Legislators briefed by the governor were told that police had been planning Swapp’s capture for several days.
Officers had tried to set a trap for Swapp by installing a booby-trapped loudspeaker designed to set off a bright flash when moved. The idea was to blind Swapp while police dogs moved in to subdue him, the legislators said.
However, they said, Swapp shot at the loudspeaker, apparently tipping it over and triggering a flash not as bright as authorities had hoped.
In the letter to Bangerter, Swapp said, ″Take warning, any man of yours who attempts to cross the boundaries of this property without permission will be treated as an aggressive act on your part against us and we will defend ourselves in any manner as we see fit.″
The letters to Bangerter from Swapp and Mrs. Singer were fetched from the stronghold by Ogden Kraut, a long-time family friend and polygamy proponent. Kraut had said Swapp and Mrs. Singer remained firm in their belief that an armed confrontation with police would trigger her dead husband’s resurrection.

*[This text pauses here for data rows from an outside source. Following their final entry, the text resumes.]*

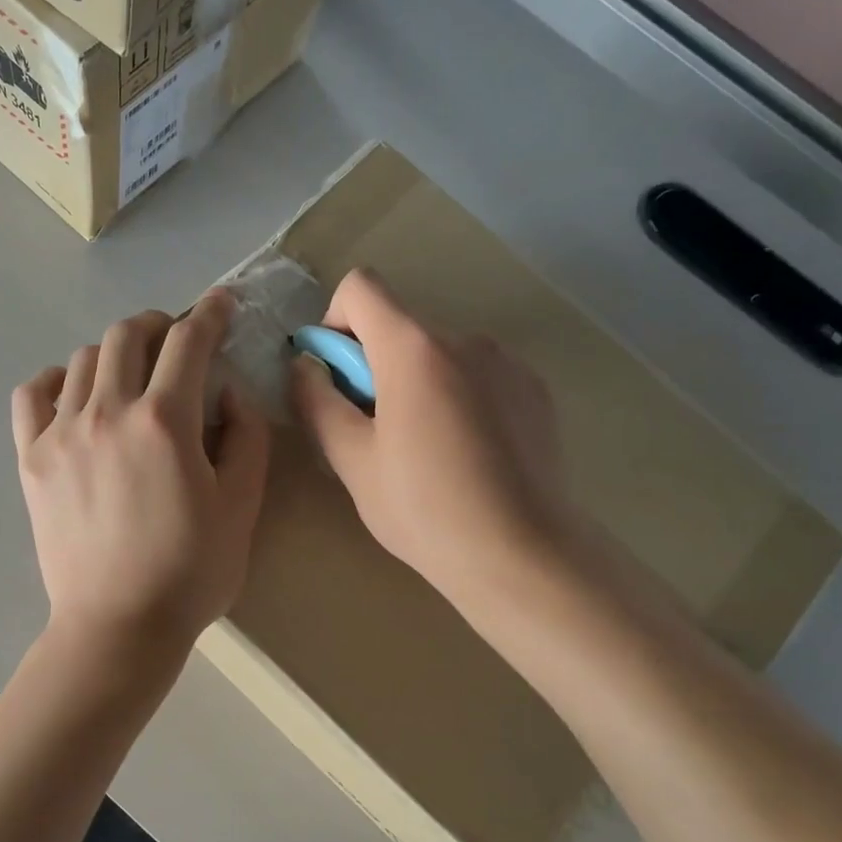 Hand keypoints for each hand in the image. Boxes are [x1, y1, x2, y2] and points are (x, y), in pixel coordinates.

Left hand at [12, 291, 269, 654]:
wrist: (119, 626)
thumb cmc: (191, 572)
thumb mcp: (242, 506)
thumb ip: (245, 436)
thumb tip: (228, 390)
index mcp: (165, 422)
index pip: (189, 341)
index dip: (210, 314)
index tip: (221, 305)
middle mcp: (108, 412)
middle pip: (128, 334)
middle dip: (161, 324)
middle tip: (178, 342)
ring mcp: (61, 433)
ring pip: (85, 358)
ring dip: (117, 352)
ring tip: (134, 376)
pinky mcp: (32, 459)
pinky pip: (33, 394)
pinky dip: (57, 380)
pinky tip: (76, 395)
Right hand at [290, 269, 579, 614]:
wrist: (521, 553)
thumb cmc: (423, 508)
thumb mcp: (351, 461)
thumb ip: (317, 402)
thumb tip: (306, 366)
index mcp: (414, 348)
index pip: (361, 288)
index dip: (335, 323)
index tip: (338, 378)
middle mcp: (466, 339)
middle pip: (401, 327)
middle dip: (376, 365)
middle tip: (376, 433)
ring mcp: (508, 363)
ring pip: (440, 355)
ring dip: (419, 383)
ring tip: (425, 450)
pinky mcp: (535, 390)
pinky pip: (479, 376)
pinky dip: (459, 397)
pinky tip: (468, 455) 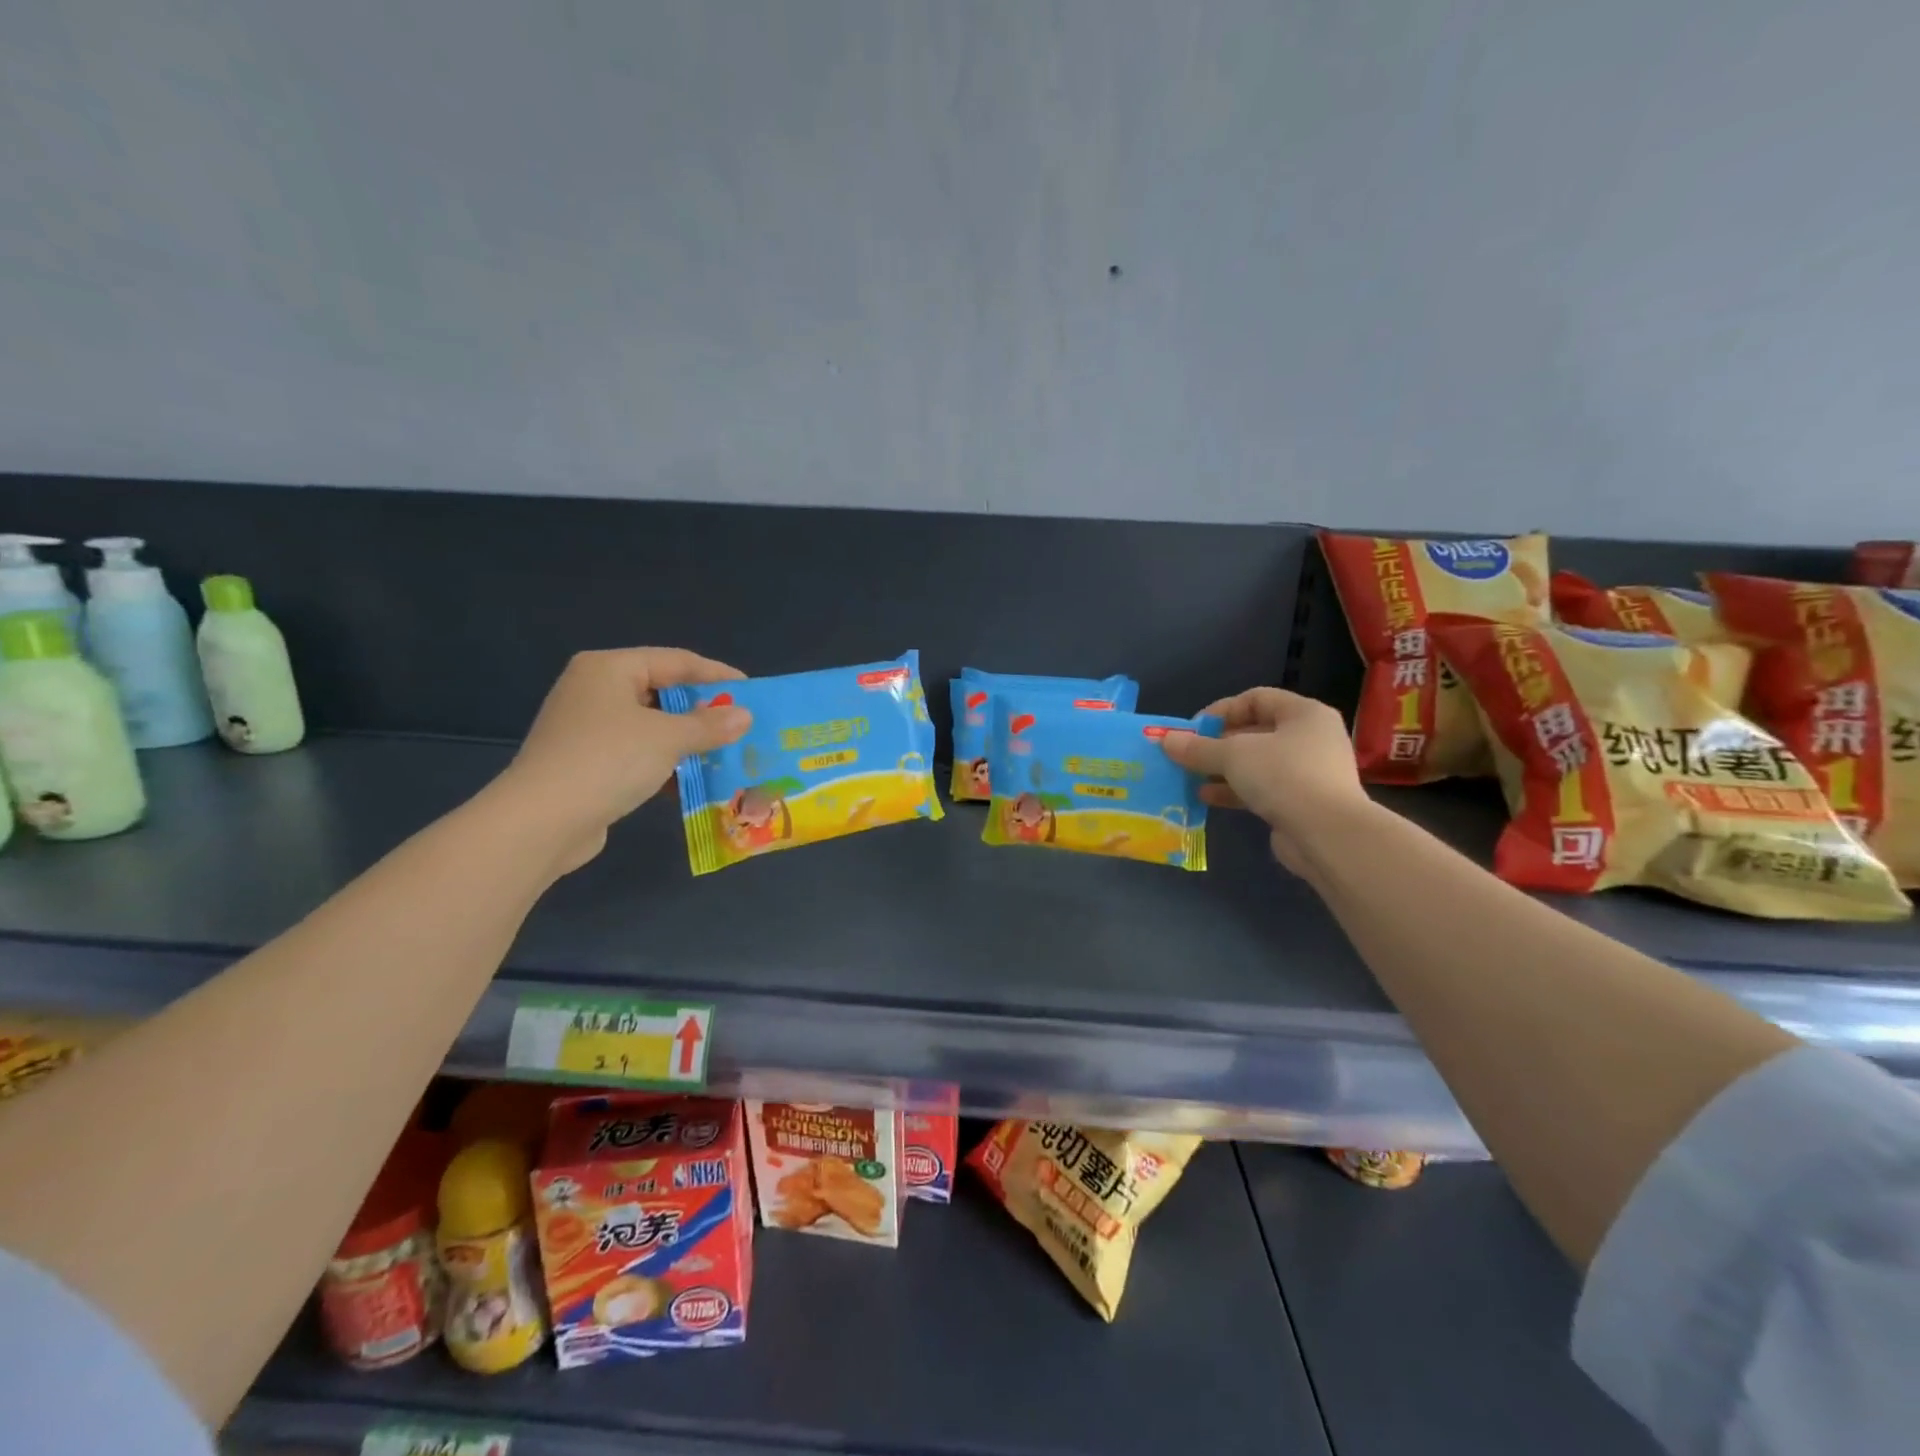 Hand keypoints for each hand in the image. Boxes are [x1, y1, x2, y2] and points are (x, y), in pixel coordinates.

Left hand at [495, 648, 751, 872]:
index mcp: (609, 668)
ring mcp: (586, 727)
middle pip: (661, 691)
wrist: (541, 821)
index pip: (676, 661)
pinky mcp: (585, 762)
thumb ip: (709, 725)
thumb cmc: (608, 761)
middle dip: (702, 710)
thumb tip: (744, 716)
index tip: (752, 692)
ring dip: (686, 739)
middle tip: (740, 724)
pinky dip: (664, 761)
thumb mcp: (668, 738)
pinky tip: (691, 778)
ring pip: (650, 725)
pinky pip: (636, 752)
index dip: (717, 675)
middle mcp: (594, 690)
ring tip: (724, 752)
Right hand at [1160, 687, 1368, 873]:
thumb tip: (1165, 741)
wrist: (1328, 834)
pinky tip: (1207, 797)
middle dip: (1217, 744)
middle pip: (1255, 732)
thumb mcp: (1233, 755)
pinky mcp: (1303, 802)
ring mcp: (1310, 772)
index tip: (1193, 730)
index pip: (1256, 699)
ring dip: (1222, 769)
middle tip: (1188, 755)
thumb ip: (1198, 747)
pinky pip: (1263, 789)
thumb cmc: (1283, 776)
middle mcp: (1311, 738)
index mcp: (1304, 714)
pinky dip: (1235, 790)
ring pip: (1257, 763)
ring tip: (1191, 777)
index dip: (1221, 711) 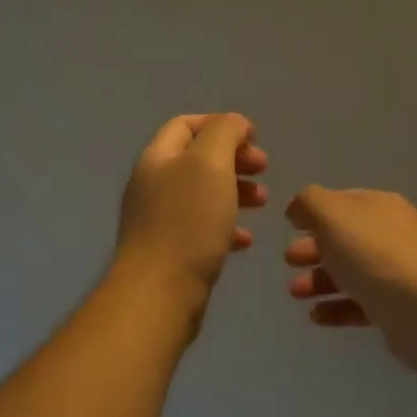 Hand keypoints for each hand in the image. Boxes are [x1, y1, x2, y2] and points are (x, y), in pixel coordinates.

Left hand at [115, 114, 268, 298]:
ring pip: (201, 194)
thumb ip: (224, 134)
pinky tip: (244, 241)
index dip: (221, 124)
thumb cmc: (187, 222)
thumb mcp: (209, 164)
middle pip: (196, 159)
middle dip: (233, 159)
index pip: (186, 125)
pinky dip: (225, 226)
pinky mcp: (168, 251)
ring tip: (263, 202)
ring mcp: (158, 219)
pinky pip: (200, 228)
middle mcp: (152, 184)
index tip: (254, 139)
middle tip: (263, 169)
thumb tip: (234, 123)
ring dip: (235, 191)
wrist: (158, 293)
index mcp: (157, 157)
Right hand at [284, 186, 416, 373]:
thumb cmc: (375, 255)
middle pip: (343, 239)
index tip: (289, 227)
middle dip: (312, 249)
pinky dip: (335, 307)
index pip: (341, 202)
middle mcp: (390, 235)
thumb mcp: (333, 215)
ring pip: (349, 273)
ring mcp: (396, 273)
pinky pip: (359, 305)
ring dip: (318, 280)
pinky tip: (316, 316)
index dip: (313, 212)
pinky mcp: (397, 309)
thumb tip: (298, 208)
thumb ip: (309, 203)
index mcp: (378, 207)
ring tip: (295, 293)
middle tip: (289, 261) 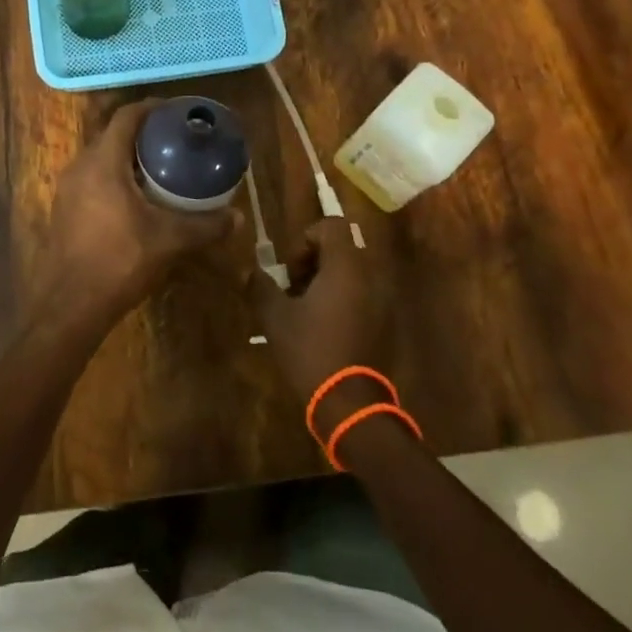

″There was only two ways it could end. They could either give up, or shooting,″ Kraut said Thursday.
Officials had maintained they would not storm the compound for fear of harming the nine children, five of whom were under age six.
Terry Twitchell, a state Department of Social Services spokeswoman, said her agency would take custody of the clan’s three babies. Five children ages 3 to 15 were placed in foster homes. A 17-year-old was in juvenile detention.